A global cohort of 6 to 7-year-olds showed varied AD incidence, from 0.9% in India to 22.5% in Ecuador [61]. In addition to variance by country, age- and sex-dependent differences are observed. Disease rates peak between the ages of 0 and 5 and gradually decrease until plateauing post-puberty. AD has no clear sex-based bias in preadolescence. However, after puberty, women have significantly higher rates of AD than men, with variations by region [29, 30, 62,63,64,65,66]. For example, the US CDC reported rates of 8.9% in women versus 5.7% for males in the US (1.5-fold), while Italy showed a female: male difference of 10% versus 6% [67]. In terms of disease severity, US- and Swedish-based studies found that females were not more likely than males to have severe AD [63, 64].

An interesting distinction is found when examining sex differences in the less common intrinsic (nonallergic) form of AD (IAD). These studies are small but show a striking female predominance. A German group showed that 16 of 18 IAD patients were female [68]. Similarly, a Japanese study showed 13 of 17 females among their IAD subjects, while in a Thai study, 6 of 7 were female [69]. Finally, a slightly larger Dutch study identified 34 IAD subjects, of which 70% were female, a rate similar to that in their extrinsic AD cohort [70]. Collectively, these studies found that 59 of 76 IAD subjects were female, a 3:1 ratio.

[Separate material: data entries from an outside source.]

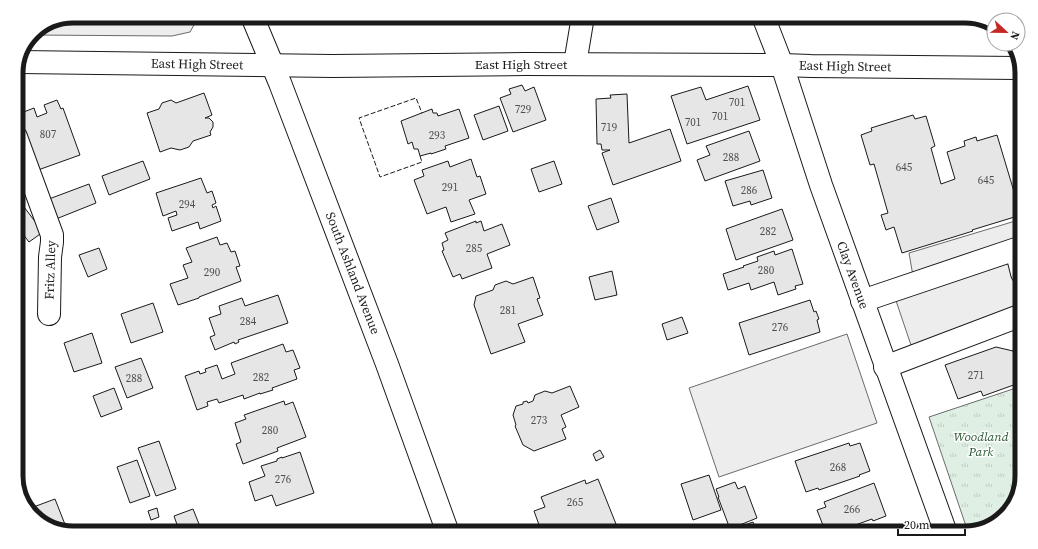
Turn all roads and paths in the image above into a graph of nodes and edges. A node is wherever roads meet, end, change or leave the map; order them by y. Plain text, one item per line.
1 (255, 23) edge
2 (582, 23) edge
3 (766, 23) edge
4 (24, 62) edge
5 (575, 64) junction
6 (273, 65) junction
7 (782, 65) junction
8 (1015, 68) edge
9 (23, 156) edge
10 (1015, 249) edge
11 (862, 301) junction
12 (49, 314) dead end
13 (1015, 318) edge
14 (885, 367) junction
15 (445, 526) edge
16 (943, 526) edge

1 - 6 street, South Ashland Avenue
2 - 5 street
3 - 7 street, Clay Avenue
4 - 6 street, East High Street
5 - 6 street, East High Street
5 - 7 street, East High Street
6 - 15 street, South Ashland Avenue
7 - 8 street, East High Street
7 - 11 street, Clay Avenue
9 - 12 street, Fritz Alley
10 - 11 street
11 - 14 street, Clay Avenue
13 - 14 street
14 - 16 street, Clay Avenue

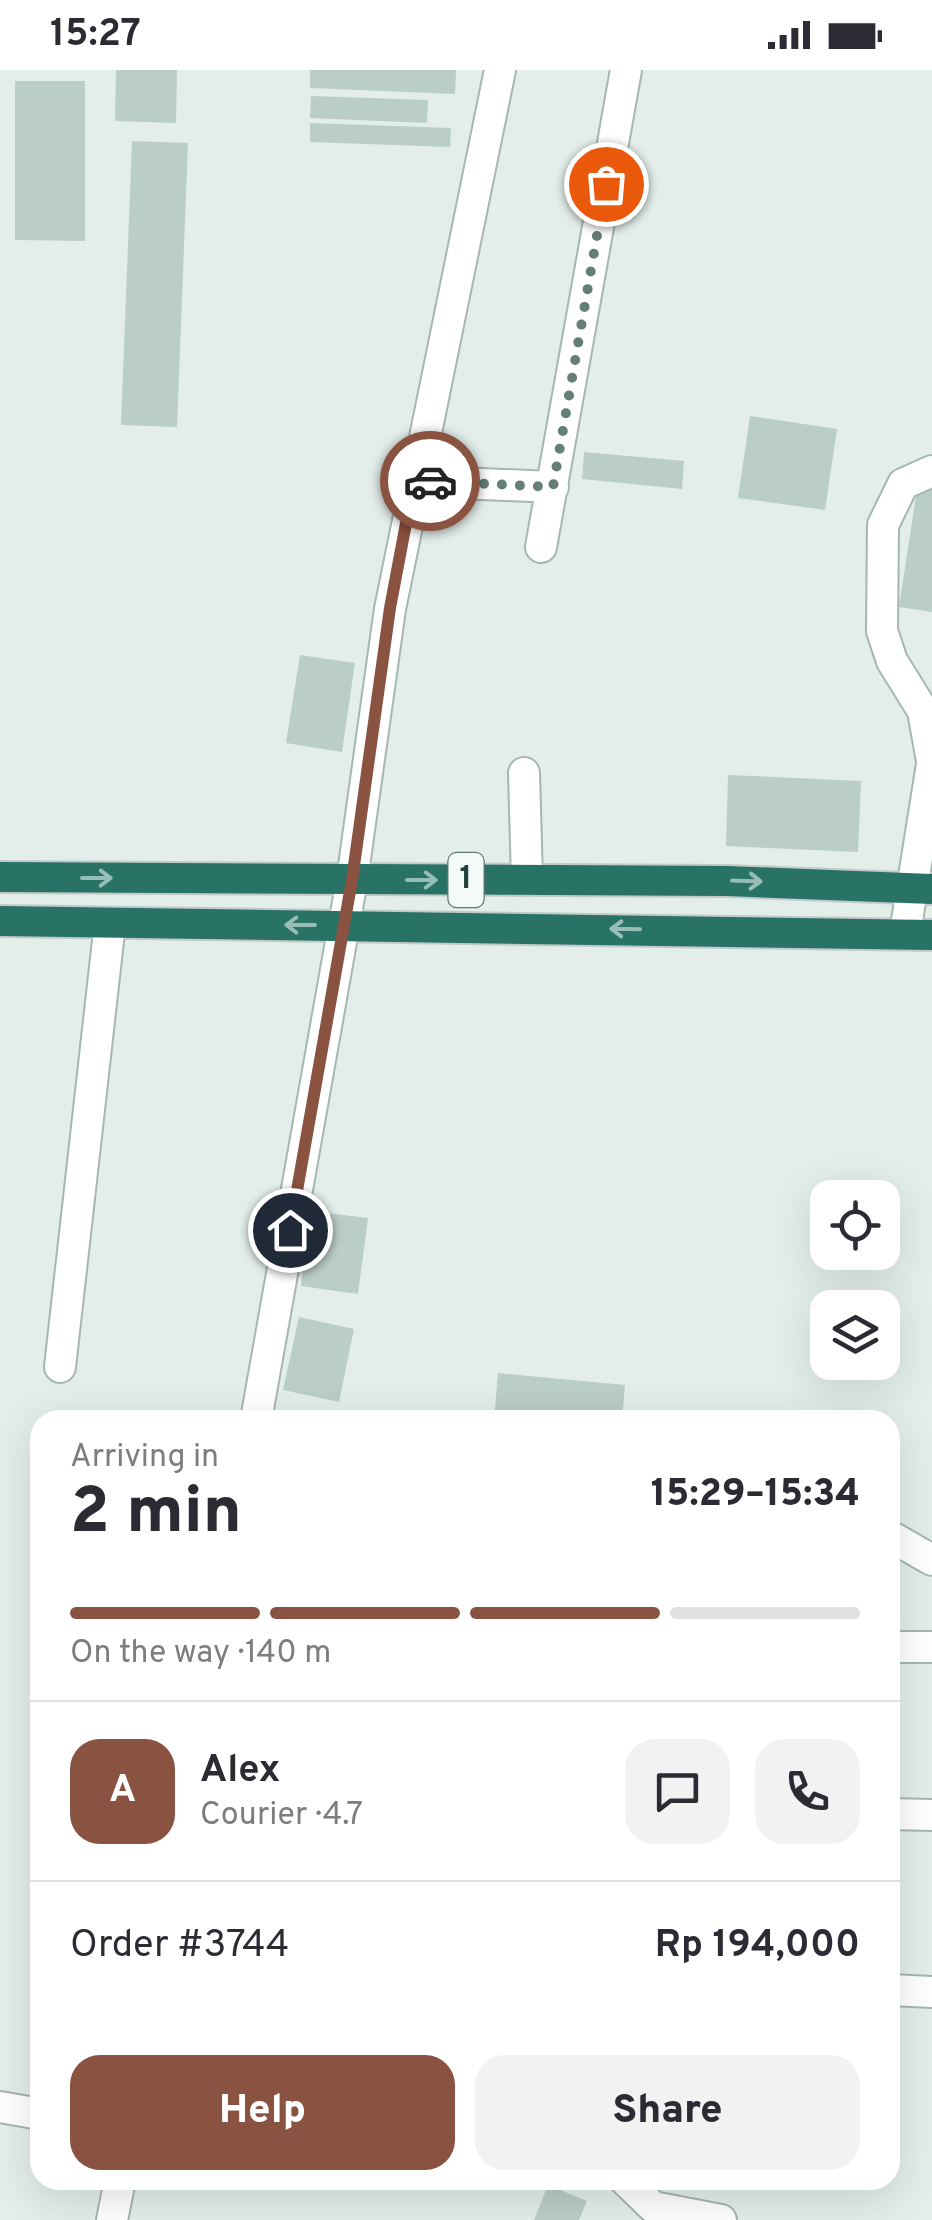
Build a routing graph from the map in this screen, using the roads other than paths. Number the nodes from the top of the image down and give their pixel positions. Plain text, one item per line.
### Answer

While AD severity does vary significantly between the sexes, sex hormones affect skin barrier permeability and hence symptomology. Testosterone impairs skin barrier function [71], while estrogen promotes it [72]. Mouse models using ovariectomy to mirror menopause showed decreased skin barrier integrity that correlated with more itch/scratch cycles and was inhibited by blocking IL-4 and IL-13 [73]. Ovariectomized mice also showed increased transdermal water loss correlated with decreased filaggrin and involucrin expression [74]. Skin barrier damage was compensated by estrogen replacement therapy [75]. In contrast, castrated male mice demonstrated increased barrier recovery that was suppressed by testosterone replacement therapy [71]. These mouse models support a common claim in the lay press that menopause worsens AD symptoms, which has not been shown in peer-reviewed studies.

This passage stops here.